Plan E worked for Harvard’s interests on many levels, and Harvard Dean James Landis chaired the group that pushed for it (Belonging, 24). Harvard student (and later Mayor of Cambridge) Edward Crane explicitly recommended the plan because it centralized power (writing in 1935, he cited a study favorably analyzing how the Nazi Party had made use of the German proportional representation system) (HHR, 182). The new system would also allow for money to go farther in city politics, as citywide candidate slates replaced individual ward races (Belonging, 27). Though Plan E failed to pass in 1938, it did pass in 1940, in part as the result of Cantabrigians' fears about rising tax rates and the deteriorating real estate market (HHR, 184). (Cambridge neighborhoods with majorities of Black residents were redlined for investment by the Home Owner’s Loan Corporation (HOLC) in 1938, as part of a national effort to enforce racial segregation, which likely contributed to this, as did the Depression-era deindustrialization of Cambridge.) In How Harvard Rules, John Trumbour argues that Plan E shifted the tone of Cambridge politics towards “the mysticism of the professional municipal problem-solver” embodied in the unelected politician of the city manager (HHR 185). This shift served a larger goal of “separating administration from politics” and moving actual decision-making power out of the hands of voters (Belonging, 27).

Today, Cambridge continues to be ruled under this system in which nine at-large city councilors share power with an appointed city manager. The city manager retains ultimate power over decisions relating to the allocation of city resources, reducing the city council to a largely advisory role in most such matters. The consequences of this grossly undemocratic system of municipal governance are staggering. Even measures approved by unanimous vote within the Cambridge City Council can simply be ignored by the unelected City Manager.

Displacement of Cambridge community members ("Gentrification")

By prioritizing the interests of university and business elites over the needs of its working class residents, Cambridge facilitates the mass displacement of working class community members from the city (what is often termed "gentrification"). Harvard University and MIT, along with an expanding slew of tech, biotech, and pharmaceutical corporations, have collectively gobbled up vast quantities of real estate in Cambridge, causing housing, rental, and living costs in the city to skyrocket (see figure below), and driving out Cambridge residents who can no longer afford to remain in communities they have called home for years if not decades.

As Hakeem Angulu from the Harvard College Open Data Project (HODP) reports that Harvard alone currently owns a staggering 9.56 percent of the total land in the city of Cambridge. Writing in the Harvard Political Review, Andy Wang further elaborates that this ever-expanding presence of academic and corporate behemoths within the city, "brings with it newfound jobs, educational opportunities, and spaces, but they are often mismatched to the interests and desires of the pre-existing community.
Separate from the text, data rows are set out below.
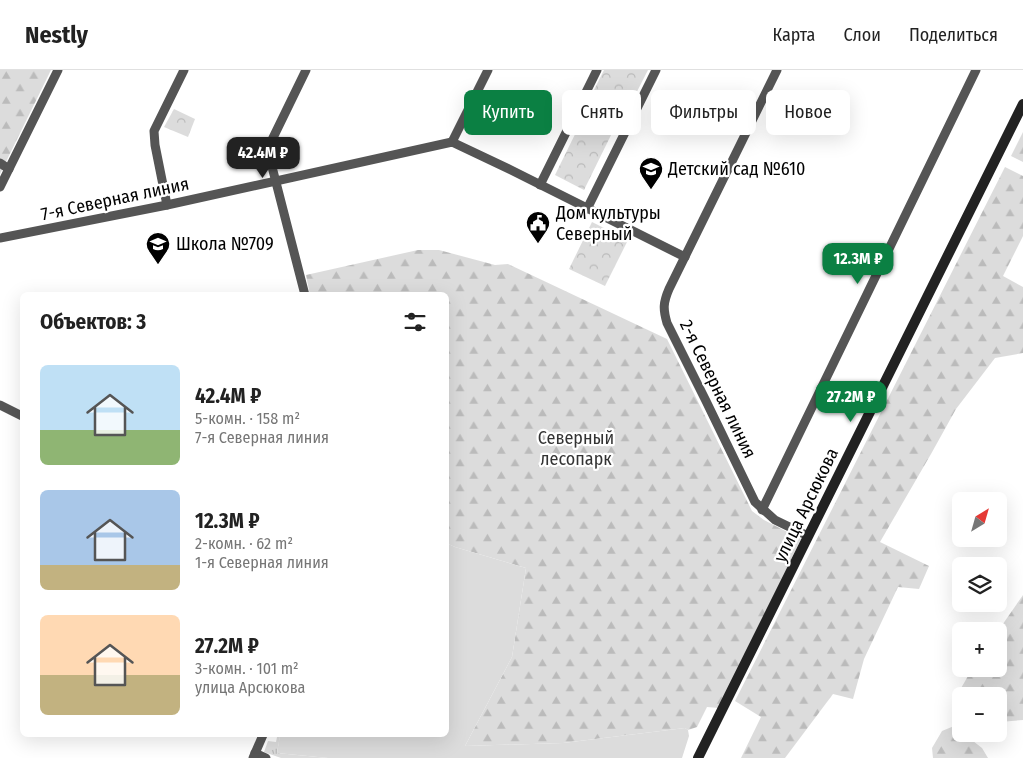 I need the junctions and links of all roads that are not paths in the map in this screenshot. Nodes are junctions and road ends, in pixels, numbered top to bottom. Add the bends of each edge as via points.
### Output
1 (58, 70) edge
2 (184, 70) edge
3 (306, 70) edge
4 (488, 70) edge
5 (597, 70) edge
6 (656, 70) edge
7 (776, 70) edge
8 (976, 70) edge
9 (587, 90) edge
10 (641, 100) edge
11 (1023, 104) edge
12 (565, 135) edge
13 (624, 135) edge
14 (452, 142) junction
15 (0, 163) edge
16 (9, 169) junction
17 (276, 181) junction
18 (540, 185) junction
19 (0, 187) edge
20 (166, 205) junction
21 (587, 209) junction
22 (0, 238) edge
23 (685, 257) junction
24 (304, 292) edge
25 (0, 405) edge
26 (20, 415) edge
27 (762, 510) junction
28 (808, 536) junction
29 (262, 737) edge
30 (254, 756) edge
31 (266, 758) edge
32 (698, 758) edge

1 - 16 street
2 - 20 street via 154,131
3 - 17 street via 269,146
4 - 14 street
5 - 9 street
6 - 10 street
7 - 23 street, 2-я Северная линия
8 - 27 street
11 - 28 street, улица Арсюкова
12 - 18 street
13 - 21 street
14 - 17 street, 7-я Северная линия
14 - 18 street
15 - 16 street
16 - 19 street
17 - 20 street, 7-я Северная линия
17 - 24 street
18 - 21 street
20 - 22 street, 7-я Северная линия
21 - 23 street
23 - 27 street, 2-я Северная линия via 664,301 667,323 755,502
25 - 26 street
27 - 28 street, 2-я Северная линия
28 - 32 street, улица Арсюкова
29 - 30 street
30 - 31 street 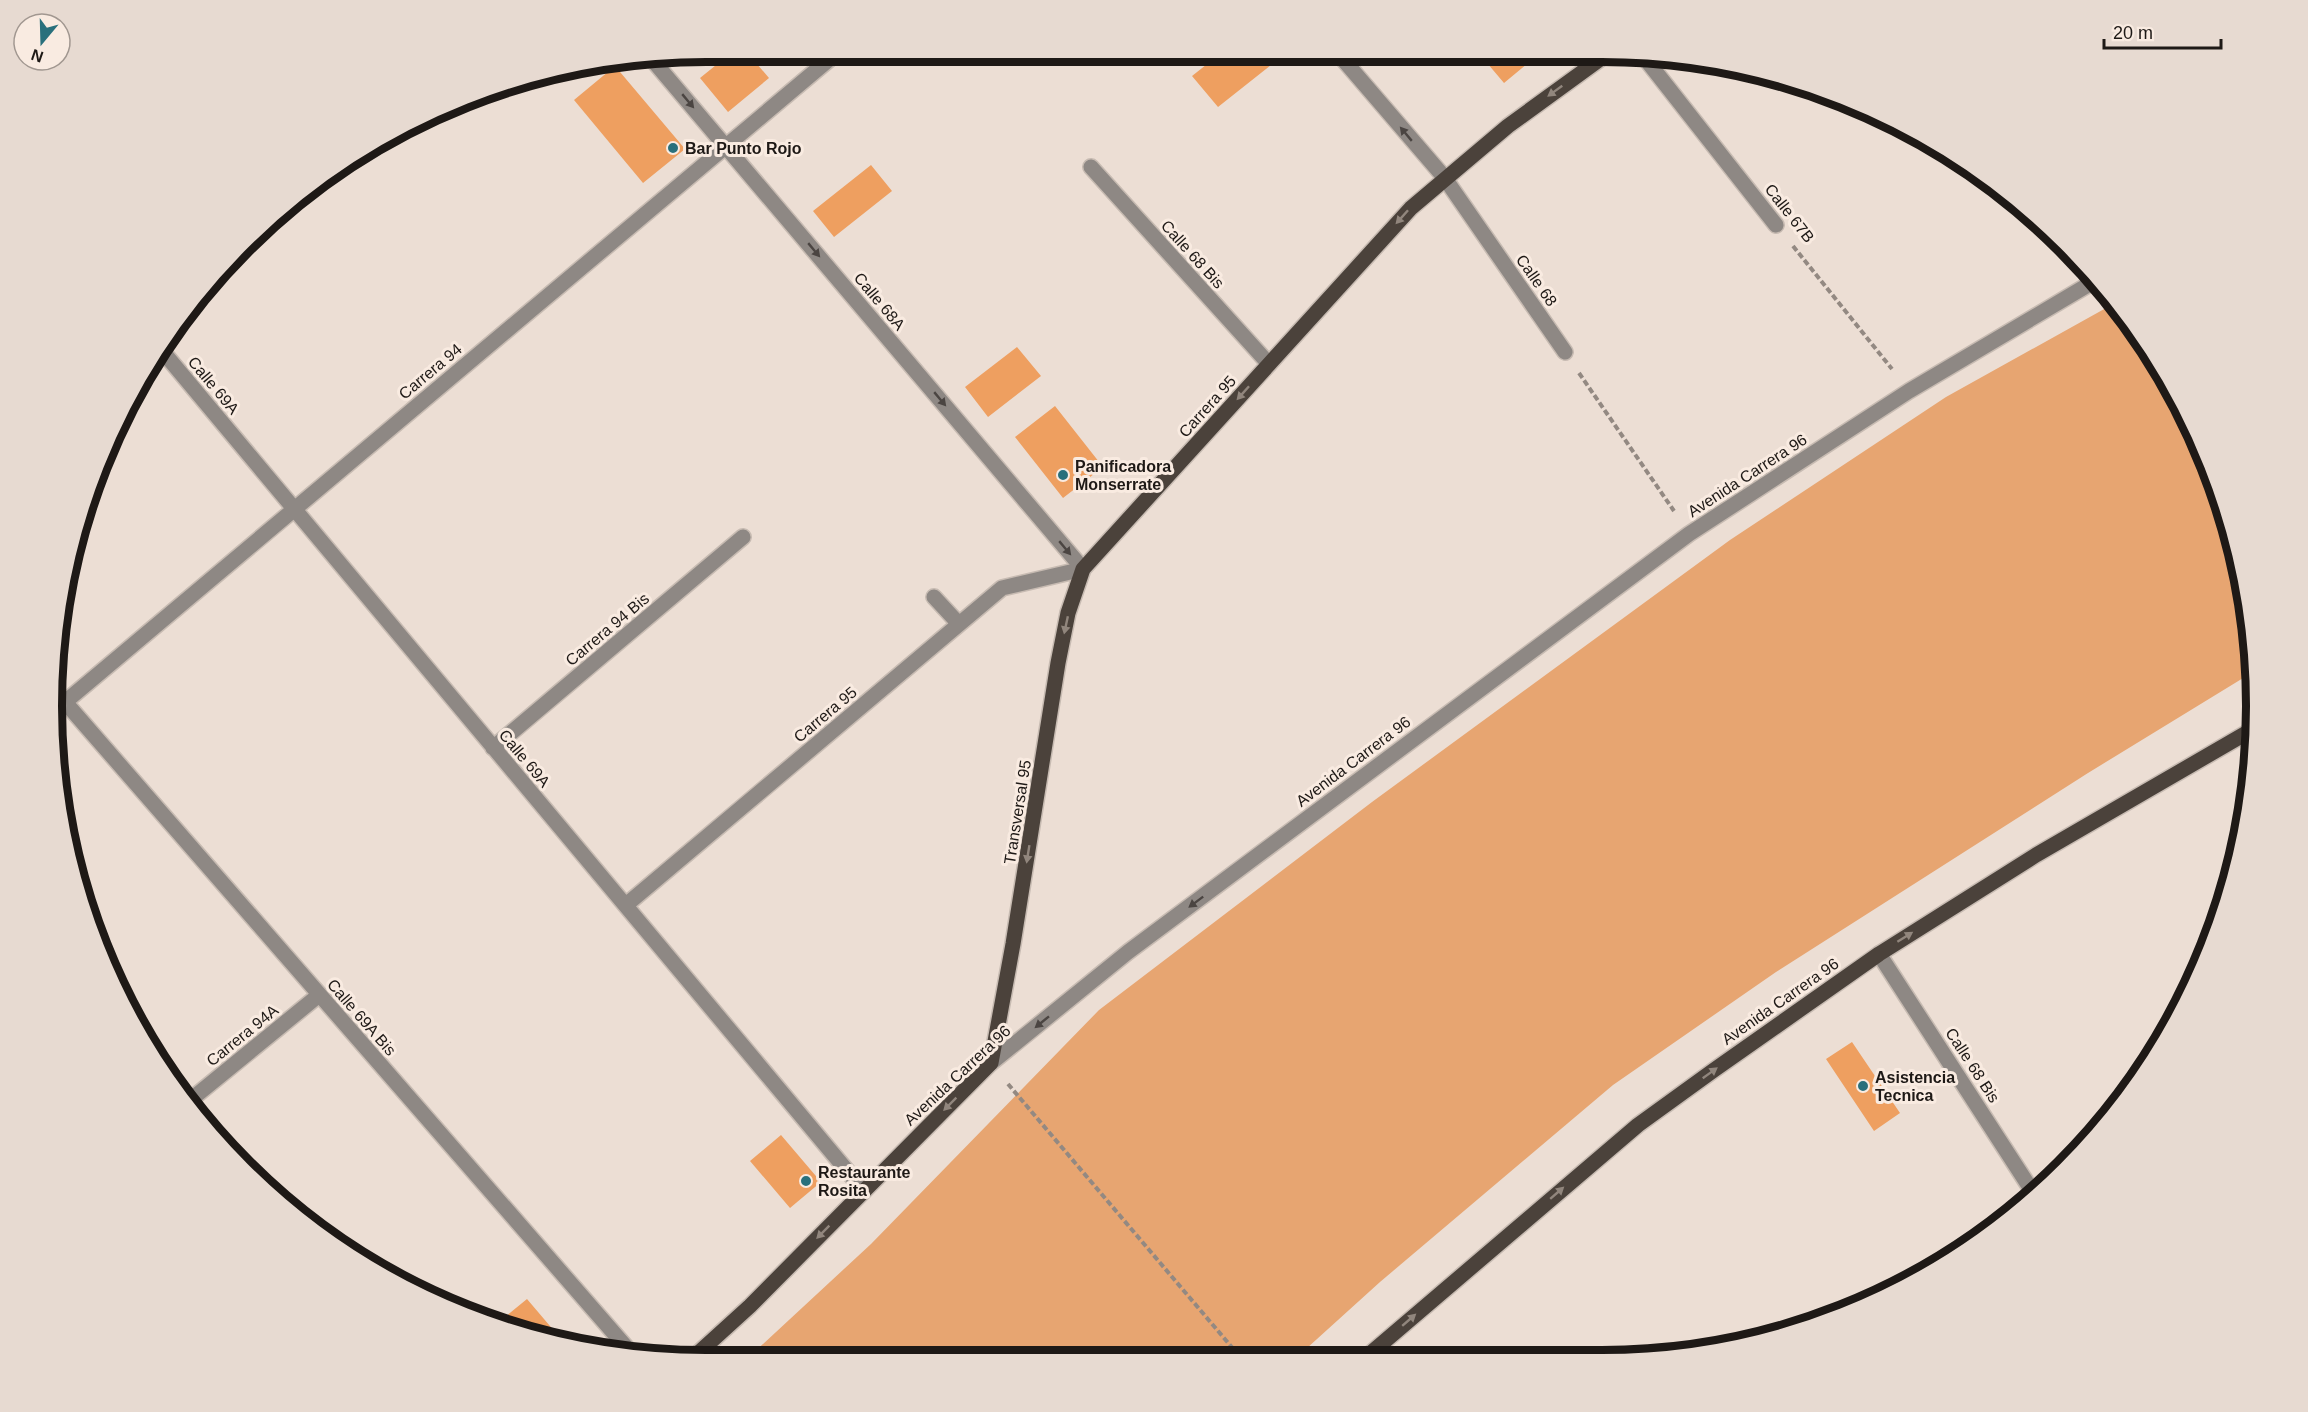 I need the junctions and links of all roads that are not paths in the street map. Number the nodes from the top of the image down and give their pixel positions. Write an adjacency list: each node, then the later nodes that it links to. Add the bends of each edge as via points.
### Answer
1 (826, 62): 6 (street, Carrera 94)
2 (1345, 62): 8 (street, Calle 68, one-way to 2)
3 (1596, 62): 8 (main road, Carrera 95, one-way to 8)
4 (1649, 63): 9 (street, Calle 67B)
5 (656, 64): 6 (street, Calle 68A, one-way to 6)
6 (726, 146): 14 (street, Carrera 94); 16 (street, Calle 68A, one-way to 16)
7 (1091, 167): 13 (street, Calle 68 Bis)
8 (1444, 177): 11 (street, Calle 68); 13 (main road, Carrera 95, one-way to 13)
9 (1776, 225)
10 (2089, 284): 26 (street, Avenida Carrera 96, one-way to 26, via 1909,391 1689,534 1128,952)
11 (1564, 352)
12 (166, 355): 14 (street, Calle 69A)
13 (1269, 364): 16 (main road, Carrera 95, one-way to 16)
14 (294, 509): 19 (street, Carrera 94); 22 (street, Calle 69A)
15 (743, 537): 22 (street, Carrera 94 Bis)
16 (1083, 569): 18 (street, Carrera 95, via 1002,588); 26 (main road, Transversal 95, one-way to 26, via 1058,663 1014,944)
17 (934, 597): 18 (street)
18 (959, 624): 23 (street, Carrera 95)
19 (65, 702): 20 (street, Carrera 94); 25 (street, Calle 69A Bis)
20 (62, 704)
21 (2245, 734): 24 (main road, Avenida Carrera 96, one-way to 21, via 2036,855)
22 (493, 747): 23 (street, Calle 69A)
23 (626, 905): 29 (street, Calle 69A)
24 (1879, 954): 28 (street, Calle 68 Bis); 32 (main road, Avenida Carrera 96, one-way to 24, via 1638,1125)
25 (320, 995): 27 (street, Carrera 94A); 30 (street, Calle 69A Bis)
26 (991, 1063): 29 (main road, Avenida Carrera 96, one-way to 29)
27 (194, 1097)
28 (2030, 1188)
29 (864, 1191): 31 (main road, Avenida Carrera 96, one-way to 31)
30 (624, 1345)
31 (703, 1350)
32 (1374, 1350)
Rather, jobs at an institution like Harvard and the immediate spaces surrounding it tend to serve a small subset of the population: well-educated and, more often than not, well-to-do." Angulu proceeds to explain: "For people with relatively low and stagnant incomes, this makes Cambridge a harder city to live and do business in than Boston, and incentivizes emigration. The change in rent, in particular, is important because low-income families are likely unable to buy property, and these graphs show that rent is outpacing housing prices."